And it does so all on its own, independent of human action. To actually ‘stop climate change,’ here is a list of what the Democrats, in particular, apparently think humanity is capable of doing:

    1. stop the solar system from revolving around our galaxy
    2. stop nearby stars from going supernova
    3. stop Earth’s orbit from changing
    4. stop variation in the Earth’s rotational tilt
    5. stop Earth’s rotational axis from wobbling
    6. stop the Sun from varying its intensity
    7. stop the Earth’s crust from moving in relation to its molten core
    8. regulate all energy flows from ocean to air and oceans to land
    9. stop our planet’s cloud cover from changing
    10. stop ocean currents from changing
    11. stop all land use change across the planet
    12. regulate the amount of water that evaporates from oceans, lakes and steams
    13. regulate carbon dioxide emissions from the oceans and land (including the relatively small amount deriving from human activities)
    14. regulate the reflectivity of the Earth’s surface, especially snow and ice-covered areas

To truly stop climate change, we would have to be able to do all of this, and more, something even the Dems would be hard pressed to pretend to accomplish.
To help those many confused citizens who have honestly bought into the nonsensical ‘stop climate change’ meme, people who do not do so for personal gain, political power, or social rewards, let’s talk about some of these factors.
First, climate change is most definitely real. We all know that in the past, there were ice ages and woolly mammoths. We know about the heat of the dust bowl years of the 1930s pictured in the famous movie The Grapes of Wrath. But let’s take a step back in time and space and discuss where and how climate varies on the largest scales.
As we move in and out of the Milky Way galaxy’s spiral arms and other stellar ‘density waves,’ our distance to young supernovas stars, which bathe our solar system in galactic cosmic rays (which are actually particles), varies. Since these particles are thought to create clouds in Earth’s atmosphere, which generally cool the planet, the Earth goes through variations in climate with periods on the order of tens of millions of years. Even Obama’s pledge that his election would result in the slowing of sea level rise pales in comparison with the hubris of suggesting we can influence our movement through the Milky Way.
The next factor is related to the orbit of the Earth around the Sun and our planet’s rotation on its axis. There are three main issues here:

    • changes in the Earth’s orbital shape, or ‘eccentricity’
    • changes in the tilt of the Earth’s axis of rotation, or ‘obliquity’
    • changes in the wobble of Earth’s axis, or ‘precession.’

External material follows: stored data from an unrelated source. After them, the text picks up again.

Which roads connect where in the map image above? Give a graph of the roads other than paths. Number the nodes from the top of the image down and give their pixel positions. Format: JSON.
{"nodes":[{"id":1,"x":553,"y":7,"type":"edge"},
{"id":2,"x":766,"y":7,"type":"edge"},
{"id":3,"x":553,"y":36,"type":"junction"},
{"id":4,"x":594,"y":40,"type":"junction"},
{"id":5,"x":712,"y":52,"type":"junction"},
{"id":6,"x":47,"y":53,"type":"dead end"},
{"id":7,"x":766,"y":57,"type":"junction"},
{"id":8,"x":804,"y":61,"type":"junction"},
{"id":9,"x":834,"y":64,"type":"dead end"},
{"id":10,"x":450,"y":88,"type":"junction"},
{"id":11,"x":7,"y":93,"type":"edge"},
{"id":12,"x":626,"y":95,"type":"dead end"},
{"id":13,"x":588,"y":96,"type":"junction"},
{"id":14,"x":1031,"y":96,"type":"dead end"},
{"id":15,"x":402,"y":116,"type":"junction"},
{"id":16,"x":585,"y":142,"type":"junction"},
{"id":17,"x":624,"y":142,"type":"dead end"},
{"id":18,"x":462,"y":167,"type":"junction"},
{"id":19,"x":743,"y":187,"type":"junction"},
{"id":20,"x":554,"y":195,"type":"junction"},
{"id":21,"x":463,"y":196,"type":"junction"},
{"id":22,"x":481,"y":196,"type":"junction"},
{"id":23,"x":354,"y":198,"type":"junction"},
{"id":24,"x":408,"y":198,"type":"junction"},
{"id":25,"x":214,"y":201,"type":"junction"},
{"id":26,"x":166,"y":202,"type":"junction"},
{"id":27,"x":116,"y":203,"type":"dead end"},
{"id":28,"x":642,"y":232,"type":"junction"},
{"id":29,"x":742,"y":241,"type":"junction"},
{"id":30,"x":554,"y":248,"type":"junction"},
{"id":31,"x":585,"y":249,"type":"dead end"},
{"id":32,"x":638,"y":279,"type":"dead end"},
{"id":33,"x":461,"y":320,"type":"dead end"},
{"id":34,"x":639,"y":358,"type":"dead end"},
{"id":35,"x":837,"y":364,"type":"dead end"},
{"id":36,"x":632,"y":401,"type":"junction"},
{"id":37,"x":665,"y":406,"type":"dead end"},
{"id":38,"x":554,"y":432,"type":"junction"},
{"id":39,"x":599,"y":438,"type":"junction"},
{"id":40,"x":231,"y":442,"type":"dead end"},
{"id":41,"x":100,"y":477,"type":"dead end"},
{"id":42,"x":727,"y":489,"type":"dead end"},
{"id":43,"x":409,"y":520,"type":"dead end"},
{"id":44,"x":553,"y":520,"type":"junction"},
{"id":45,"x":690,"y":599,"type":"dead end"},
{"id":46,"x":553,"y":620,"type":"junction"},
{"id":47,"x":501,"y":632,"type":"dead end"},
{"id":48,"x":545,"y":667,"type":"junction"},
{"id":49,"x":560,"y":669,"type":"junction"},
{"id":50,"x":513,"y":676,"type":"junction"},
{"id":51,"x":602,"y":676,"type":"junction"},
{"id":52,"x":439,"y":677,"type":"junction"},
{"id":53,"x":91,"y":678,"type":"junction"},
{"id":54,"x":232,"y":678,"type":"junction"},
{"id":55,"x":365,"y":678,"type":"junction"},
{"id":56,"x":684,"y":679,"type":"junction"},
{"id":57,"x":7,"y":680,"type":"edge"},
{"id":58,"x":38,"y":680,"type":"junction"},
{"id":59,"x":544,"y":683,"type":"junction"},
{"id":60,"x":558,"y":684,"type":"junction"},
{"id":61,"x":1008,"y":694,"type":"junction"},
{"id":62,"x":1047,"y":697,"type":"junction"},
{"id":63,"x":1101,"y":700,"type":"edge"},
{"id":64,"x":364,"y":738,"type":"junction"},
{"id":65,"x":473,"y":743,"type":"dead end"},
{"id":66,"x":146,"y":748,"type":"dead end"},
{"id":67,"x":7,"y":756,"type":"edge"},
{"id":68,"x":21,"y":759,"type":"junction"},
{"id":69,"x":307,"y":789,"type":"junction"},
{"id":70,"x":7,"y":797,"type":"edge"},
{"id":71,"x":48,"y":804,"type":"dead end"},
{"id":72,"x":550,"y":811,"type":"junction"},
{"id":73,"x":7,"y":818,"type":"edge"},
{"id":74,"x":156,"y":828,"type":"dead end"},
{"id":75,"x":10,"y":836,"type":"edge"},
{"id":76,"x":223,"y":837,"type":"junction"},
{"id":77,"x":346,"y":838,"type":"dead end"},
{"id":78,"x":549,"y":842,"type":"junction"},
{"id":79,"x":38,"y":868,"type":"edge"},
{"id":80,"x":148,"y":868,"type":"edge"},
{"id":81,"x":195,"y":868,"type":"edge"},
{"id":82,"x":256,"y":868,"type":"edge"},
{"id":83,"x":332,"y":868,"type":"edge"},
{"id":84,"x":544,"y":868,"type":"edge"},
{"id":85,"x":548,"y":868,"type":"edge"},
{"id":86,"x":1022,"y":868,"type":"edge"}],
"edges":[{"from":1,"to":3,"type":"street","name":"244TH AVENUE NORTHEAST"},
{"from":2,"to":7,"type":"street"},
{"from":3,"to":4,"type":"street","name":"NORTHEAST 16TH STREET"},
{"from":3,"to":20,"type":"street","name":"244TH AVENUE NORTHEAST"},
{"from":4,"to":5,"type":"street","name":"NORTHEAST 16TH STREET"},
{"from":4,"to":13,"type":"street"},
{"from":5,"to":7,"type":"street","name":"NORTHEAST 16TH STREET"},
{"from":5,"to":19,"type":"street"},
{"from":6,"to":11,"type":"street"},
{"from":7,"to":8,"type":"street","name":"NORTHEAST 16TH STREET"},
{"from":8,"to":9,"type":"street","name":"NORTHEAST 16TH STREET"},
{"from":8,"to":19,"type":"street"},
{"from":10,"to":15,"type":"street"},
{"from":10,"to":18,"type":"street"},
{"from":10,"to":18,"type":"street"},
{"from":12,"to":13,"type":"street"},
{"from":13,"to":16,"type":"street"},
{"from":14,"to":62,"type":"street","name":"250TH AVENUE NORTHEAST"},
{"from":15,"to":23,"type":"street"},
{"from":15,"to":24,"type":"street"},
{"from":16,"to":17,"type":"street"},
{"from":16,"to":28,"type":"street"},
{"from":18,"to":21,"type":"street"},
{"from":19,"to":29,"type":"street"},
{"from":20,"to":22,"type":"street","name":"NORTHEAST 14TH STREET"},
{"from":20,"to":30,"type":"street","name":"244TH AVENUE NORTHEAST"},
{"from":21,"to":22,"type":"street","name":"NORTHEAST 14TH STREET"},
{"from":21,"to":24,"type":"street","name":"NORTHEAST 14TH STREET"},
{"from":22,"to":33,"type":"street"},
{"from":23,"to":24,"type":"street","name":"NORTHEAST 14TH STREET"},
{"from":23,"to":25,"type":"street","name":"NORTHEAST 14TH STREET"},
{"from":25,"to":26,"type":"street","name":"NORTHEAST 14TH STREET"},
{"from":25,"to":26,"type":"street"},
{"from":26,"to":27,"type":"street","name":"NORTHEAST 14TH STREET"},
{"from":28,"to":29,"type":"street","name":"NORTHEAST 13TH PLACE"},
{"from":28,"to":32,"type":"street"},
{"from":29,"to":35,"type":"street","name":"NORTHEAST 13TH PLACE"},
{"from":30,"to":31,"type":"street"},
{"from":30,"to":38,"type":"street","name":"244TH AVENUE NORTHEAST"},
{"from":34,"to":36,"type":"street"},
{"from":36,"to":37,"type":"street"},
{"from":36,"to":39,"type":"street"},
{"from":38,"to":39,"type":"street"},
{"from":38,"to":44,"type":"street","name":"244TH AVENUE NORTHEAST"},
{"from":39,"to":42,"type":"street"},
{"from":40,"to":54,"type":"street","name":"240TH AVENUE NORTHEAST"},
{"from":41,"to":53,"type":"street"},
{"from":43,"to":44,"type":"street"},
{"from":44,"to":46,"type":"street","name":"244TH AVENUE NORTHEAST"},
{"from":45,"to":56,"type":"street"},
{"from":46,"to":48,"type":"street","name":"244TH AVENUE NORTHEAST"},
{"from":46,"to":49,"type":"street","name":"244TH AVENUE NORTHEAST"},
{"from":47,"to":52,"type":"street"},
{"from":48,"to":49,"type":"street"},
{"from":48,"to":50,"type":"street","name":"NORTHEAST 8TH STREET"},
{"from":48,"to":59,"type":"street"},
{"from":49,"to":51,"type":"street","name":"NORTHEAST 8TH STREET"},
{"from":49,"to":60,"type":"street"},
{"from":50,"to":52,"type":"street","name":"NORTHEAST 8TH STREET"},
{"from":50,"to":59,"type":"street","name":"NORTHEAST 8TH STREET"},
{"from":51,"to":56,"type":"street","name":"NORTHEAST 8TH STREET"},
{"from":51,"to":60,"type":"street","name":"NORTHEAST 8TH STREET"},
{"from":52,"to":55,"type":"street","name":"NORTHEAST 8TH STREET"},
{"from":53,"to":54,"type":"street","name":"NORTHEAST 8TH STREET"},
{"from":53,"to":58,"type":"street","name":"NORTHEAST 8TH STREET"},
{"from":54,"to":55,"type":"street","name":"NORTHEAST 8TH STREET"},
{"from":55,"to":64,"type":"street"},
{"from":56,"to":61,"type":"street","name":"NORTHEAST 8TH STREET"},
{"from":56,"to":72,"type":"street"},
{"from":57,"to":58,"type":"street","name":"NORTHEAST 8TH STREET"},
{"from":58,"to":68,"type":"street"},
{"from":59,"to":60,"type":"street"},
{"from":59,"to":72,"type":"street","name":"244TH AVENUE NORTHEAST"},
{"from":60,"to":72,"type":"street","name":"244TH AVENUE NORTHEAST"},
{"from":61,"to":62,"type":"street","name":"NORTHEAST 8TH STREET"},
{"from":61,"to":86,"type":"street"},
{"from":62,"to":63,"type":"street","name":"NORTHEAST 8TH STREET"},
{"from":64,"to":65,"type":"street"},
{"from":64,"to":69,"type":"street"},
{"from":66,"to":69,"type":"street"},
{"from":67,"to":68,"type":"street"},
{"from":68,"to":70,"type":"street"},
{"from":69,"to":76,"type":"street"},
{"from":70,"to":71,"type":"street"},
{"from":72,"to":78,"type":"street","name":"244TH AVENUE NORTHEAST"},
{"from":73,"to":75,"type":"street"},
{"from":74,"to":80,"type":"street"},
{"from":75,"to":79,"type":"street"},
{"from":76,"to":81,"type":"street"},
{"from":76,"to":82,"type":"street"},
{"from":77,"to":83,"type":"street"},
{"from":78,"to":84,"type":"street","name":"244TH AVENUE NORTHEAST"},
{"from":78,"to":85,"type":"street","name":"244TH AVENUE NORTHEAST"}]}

First, let’s address eccentricity changes.
The closer we are to our home star, the warmer it will be on our planet. We learned in grade school that the earth is 93 million miles away, orbiting around the Sun once a year. This orbit is not always the same but is always changing. At times, the orbit is almost perfectly round; then, over thousands of years, it elongates and looks like a stretched-out pancake, which we call an ellipse (see figure below). About every 100,000 years, the Sun makes a complete shift from this maximum elliptical shape when the earth goes as much as 120 million miles away to a near-perfect round shape. Then the earth is only 83 million miles away and it starts all over again, back to elliptical.

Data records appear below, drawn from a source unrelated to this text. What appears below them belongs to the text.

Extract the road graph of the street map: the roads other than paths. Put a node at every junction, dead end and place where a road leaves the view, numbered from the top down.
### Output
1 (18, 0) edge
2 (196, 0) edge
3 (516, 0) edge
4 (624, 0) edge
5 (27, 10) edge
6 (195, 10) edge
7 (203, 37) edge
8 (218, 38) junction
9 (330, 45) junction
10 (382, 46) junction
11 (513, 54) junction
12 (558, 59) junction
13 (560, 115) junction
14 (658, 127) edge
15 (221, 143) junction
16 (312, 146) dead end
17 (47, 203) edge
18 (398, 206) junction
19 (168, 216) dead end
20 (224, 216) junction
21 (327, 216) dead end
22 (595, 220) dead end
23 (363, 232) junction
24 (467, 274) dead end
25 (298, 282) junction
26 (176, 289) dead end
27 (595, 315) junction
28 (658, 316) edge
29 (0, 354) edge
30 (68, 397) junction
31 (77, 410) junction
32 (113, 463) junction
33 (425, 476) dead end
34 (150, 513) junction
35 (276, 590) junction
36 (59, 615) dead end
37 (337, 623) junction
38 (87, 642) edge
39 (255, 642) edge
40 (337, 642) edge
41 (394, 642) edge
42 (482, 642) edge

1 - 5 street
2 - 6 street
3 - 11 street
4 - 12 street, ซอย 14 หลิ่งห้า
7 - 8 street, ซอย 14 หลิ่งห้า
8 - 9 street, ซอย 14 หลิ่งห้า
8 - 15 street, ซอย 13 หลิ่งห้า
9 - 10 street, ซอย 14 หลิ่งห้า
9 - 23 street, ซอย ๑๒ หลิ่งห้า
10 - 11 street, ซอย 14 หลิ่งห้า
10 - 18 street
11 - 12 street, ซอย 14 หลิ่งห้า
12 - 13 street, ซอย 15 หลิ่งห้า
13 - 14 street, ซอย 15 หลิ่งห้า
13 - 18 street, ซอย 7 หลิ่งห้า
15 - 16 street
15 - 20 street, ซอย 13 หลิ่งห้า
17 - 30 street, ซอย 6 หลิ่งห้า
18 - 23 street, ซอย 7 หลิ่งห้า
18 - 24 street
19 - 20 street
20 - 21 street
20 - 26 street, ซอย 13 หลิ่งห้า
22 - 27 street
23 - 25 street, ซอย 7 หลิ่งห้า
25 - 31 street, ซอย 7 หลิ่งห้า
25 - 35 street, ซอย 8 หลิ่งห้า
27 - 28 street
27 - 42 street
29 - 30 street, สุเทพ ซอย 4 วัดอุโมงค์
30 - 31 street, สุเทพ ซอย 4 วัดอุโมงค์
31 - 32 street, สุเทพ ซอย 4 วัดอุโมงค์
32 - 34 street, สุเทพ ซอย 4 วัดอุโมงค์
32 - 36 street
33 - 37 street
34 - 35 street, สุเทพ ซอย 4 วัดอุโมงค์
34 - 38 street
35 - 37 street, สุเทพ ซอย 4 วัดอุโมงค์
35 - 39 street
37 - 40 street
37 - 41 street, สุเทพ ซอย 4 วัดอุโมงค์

This changing distance between the Earth and the Sun makes a big difference, which results in a change in our climate. Picture yourself at a campfire sitting 9 feet from the fire and then moving to a place 7 feet from the fire. That is the same ratio the earth experiences moving between 83 million miles and 120 million miles.
The second factor that figures in this story is the tilt of the Earth relative to the Sun. Presently this tilt is 23.7 degrees shown in the figure below, but again, things are always changing. The northern hemisphere of the Earth will slowly tilt more towards the Sun then slowly starts tilting back away from the Sun. But after 40,000 years, it will be back to the tilt we see today. Within those 40,000 years, the tilt can range between 24.5 and 22.7 degrees. The tilt is significant as it determines winter, spring, summer, and fall and what their temperature ranges are likely to be.

NASA describes the third factor, the wobble of Earth’s axis, as follows:

“As Earth rotates, it wobbles slightly upon its axis, like a slightly off-center spinning toy top. This wobble is due to tidal forces caused by the gravitational influences of the Sun and Moon that cause Earth to bulge at the equator, affecting its rotation. The trend in the direction of this wobble relative to the fixed positions of stars is known as axial precession. The cycle of axial precession spans about 25,771.5 years.

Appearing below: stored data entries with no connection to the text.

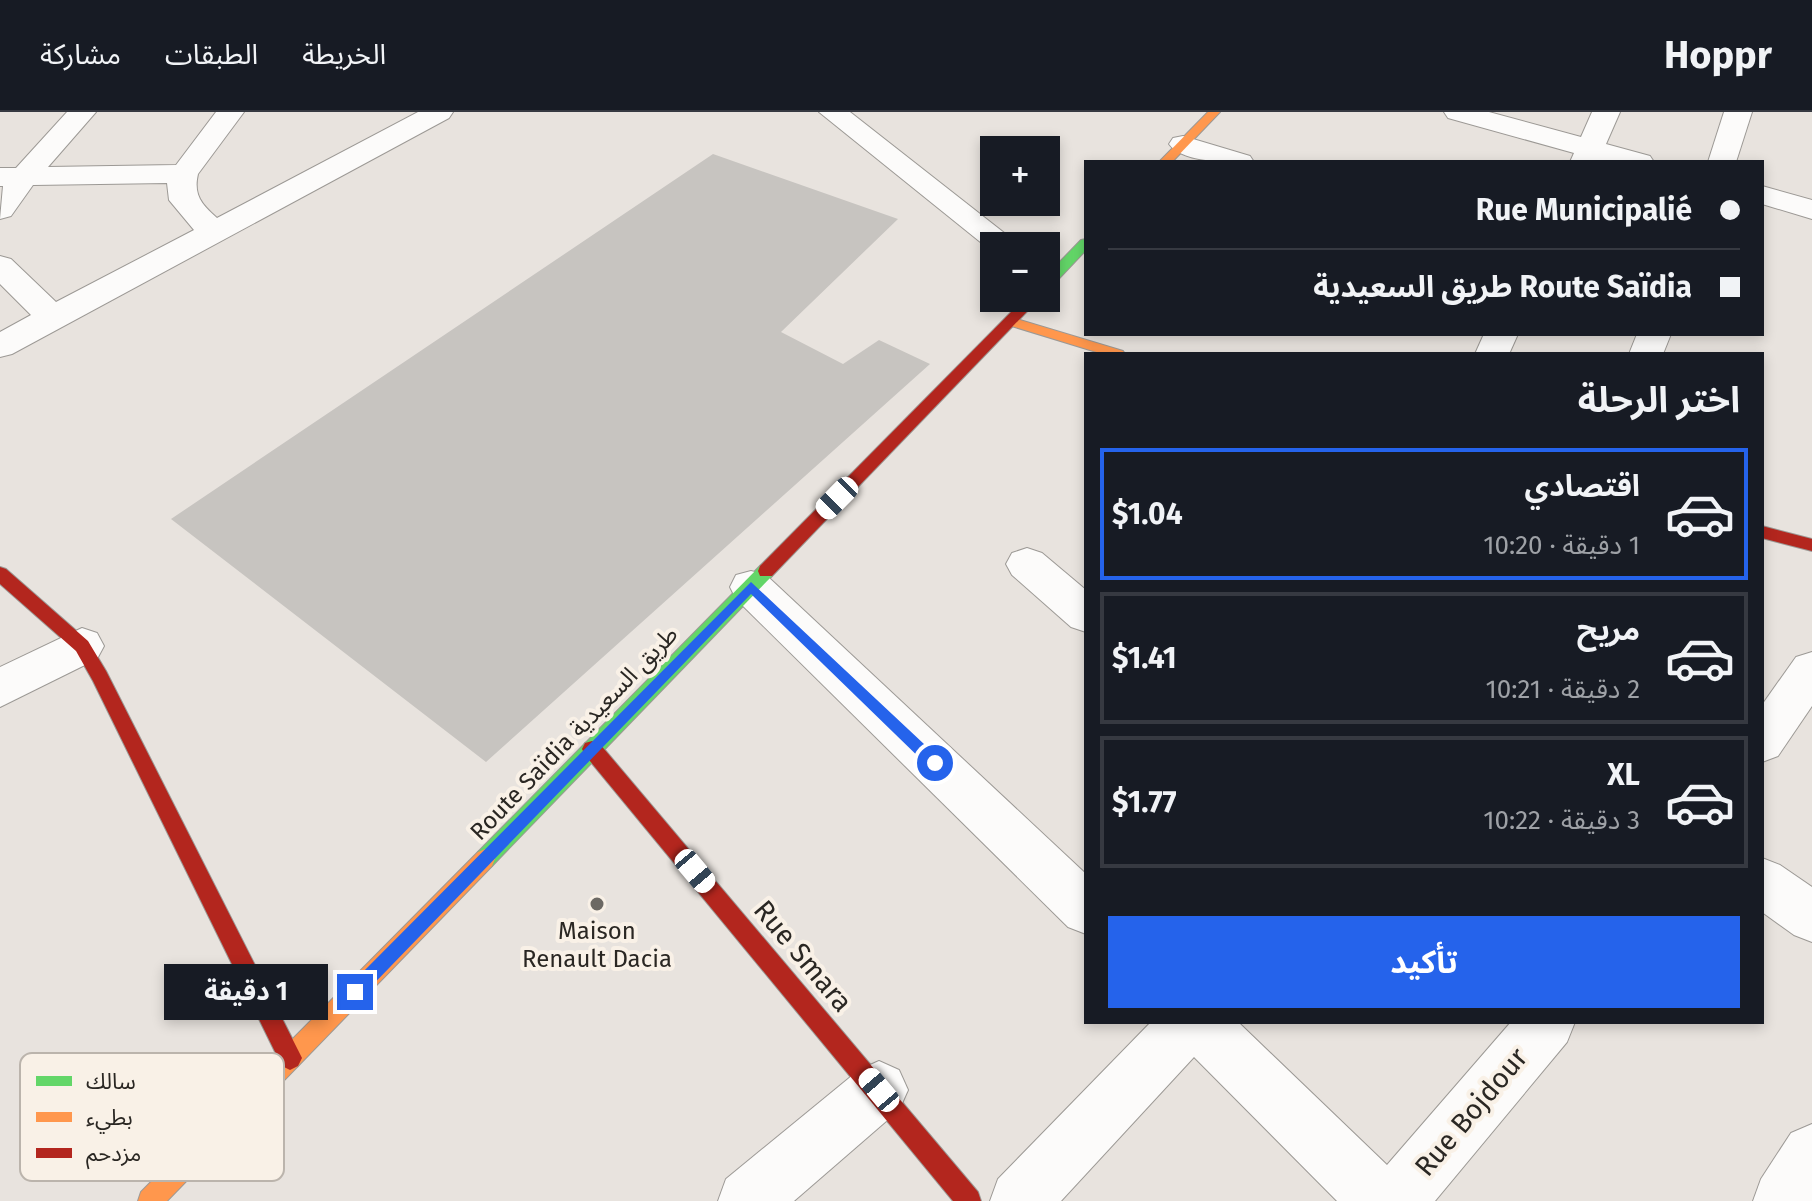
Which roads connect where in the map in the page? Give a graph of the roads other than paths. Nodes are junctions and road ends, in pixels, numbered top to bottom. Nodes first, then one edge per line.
1 (82, 112) edge
2 (262, 112) edge
3 (374, 112) edge
4 (439, 112) edge
5 (833, 112) edge
6 (1214, 112) edge
7 (1458, 112) edge
8 (1606, 112) edge
9 (1738, 112) edge
10 (222, 122) edge
11 (409, 127) junction
12 (1174, 153) edge
13 (1587, 156) edge
14 (1225, 160) edge
15 (1622, 160) edge
16 (1723, 160) edge
17 (184, 174) junction
18 (12, 177) edge
19 (1764, 196) edge
20 (0, 210) edge
21 (1812, 210) edge
22 (214, 231) junction
23 (987, 232) edge
24 (1084, 245) edge
25 (0, 266) edge
26 (1060, 269) edge
27 (1018, 312) edge
28 (53, 318) junction
29 (1010, 321) junction
30 (0, 346) edge
31 (1111, 352) edge
32 (1764, 532) edge
33 (1812, 543) edge
34 (1027, 564) dead end
35 (0, 574) edge
36 (751, 587) junction
37 (1084, 613) edge
38 (82, 646) junction
39 (1812, 670) edge
40 (0, 688) edge
41 (1764, 738) edge
42 (592, 749) junction
43 (1764, 883) edge
44 (1082, 897) edge
45 (1812, 917) edge
46 (1187, 1024) edge
47 (1200, 1024) edge
48 (1545, 1024) edge
49 (290, 1058) junction
50 (284, 1064) edge
51 (879, 1090) junction
52 (1812, 1154) edge
53 (170, 1181) edge
54 (150, 1201) edge
55 (748, 1201) edge
56 (969, 1201) edge
57 (1020, 1201) edge
58 (1380, 1201) edge
59 (1396, 1201) edge
60 (1783, 1201) edge

1 - 18 street
2 - 10 street
3 - 11 street
4 - 11 street
5 - 23 street
6 - 12 main road
7 - 13 street
8 - 13 street
9 - 16 street
10 - 17 street
11 - 22 street
12 - 14 street
13 - 15 street
17 - 18 street
17 - 22 street
18 - 20 street
19 - 21 street
22 - 28 street
24 - 26 main road, Route Saïdia طريق السعيدية
25 - 28 street
27 - 29 main road, Route Saïdia طريق السعيدية
28 - 30 street
29 - 31 main road
29 - 36 main road, Route Saïdia طريق السعيدية
32 - 33 main road
34 - 37 street
35 - 38 main road
36 - 42 main road, Route Saïdia طريق السعيدية
36 - 44 street
38 - 40 street
38 - 49 main road
39 - 41 street
42 - 49 main road, Route Saïdia طريق السعيدية
42 - 51 main road, Rue Smara
43 - 45 street
46 - 57 street
47 - 58 street
48 - 59 street, Rue Bojdour
49 - 50 main road, Route Saïdia طريق السعيدية
51 - 55 street
51 - 56 main road, Rue Smara
52 - 60 street
53 - 54 main road, Route Saïdia طريق السعيدية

“Axial precession makes seasonal contrasts more extreme in one hemisphere and less extreme in the other. Currently perihelion occurs during winter in the Northern Hemisphere and in summer in the Southern Hemisphere. This makes Southern Hemisphere summers hotter and moderates Northern Hemisphere seasonal variations. But in about 13,000 years, axial precession will cause these conditions to flip, with the Northern Hemisphere seeing more extremes in solar radiation and the Southern Hemisphere experiencing more moderate seasonal variations.”

The next factors that impact the Earth’s climate is contained within the Sun itself. The Sun undergoes very complicated and powerful magnetic cycles from high activity to low activity. It is easy to tell the difference from here on Earth. When the activity is high, we see lots of spots on the Sun. When we see few or even none, we know the activity levels are low, as can be solar radiation.

Image Credit: NASA/MSFC


Scientists have been carefully counting these spots for hundreds of years since Galileo first turned his telescope to the heavens.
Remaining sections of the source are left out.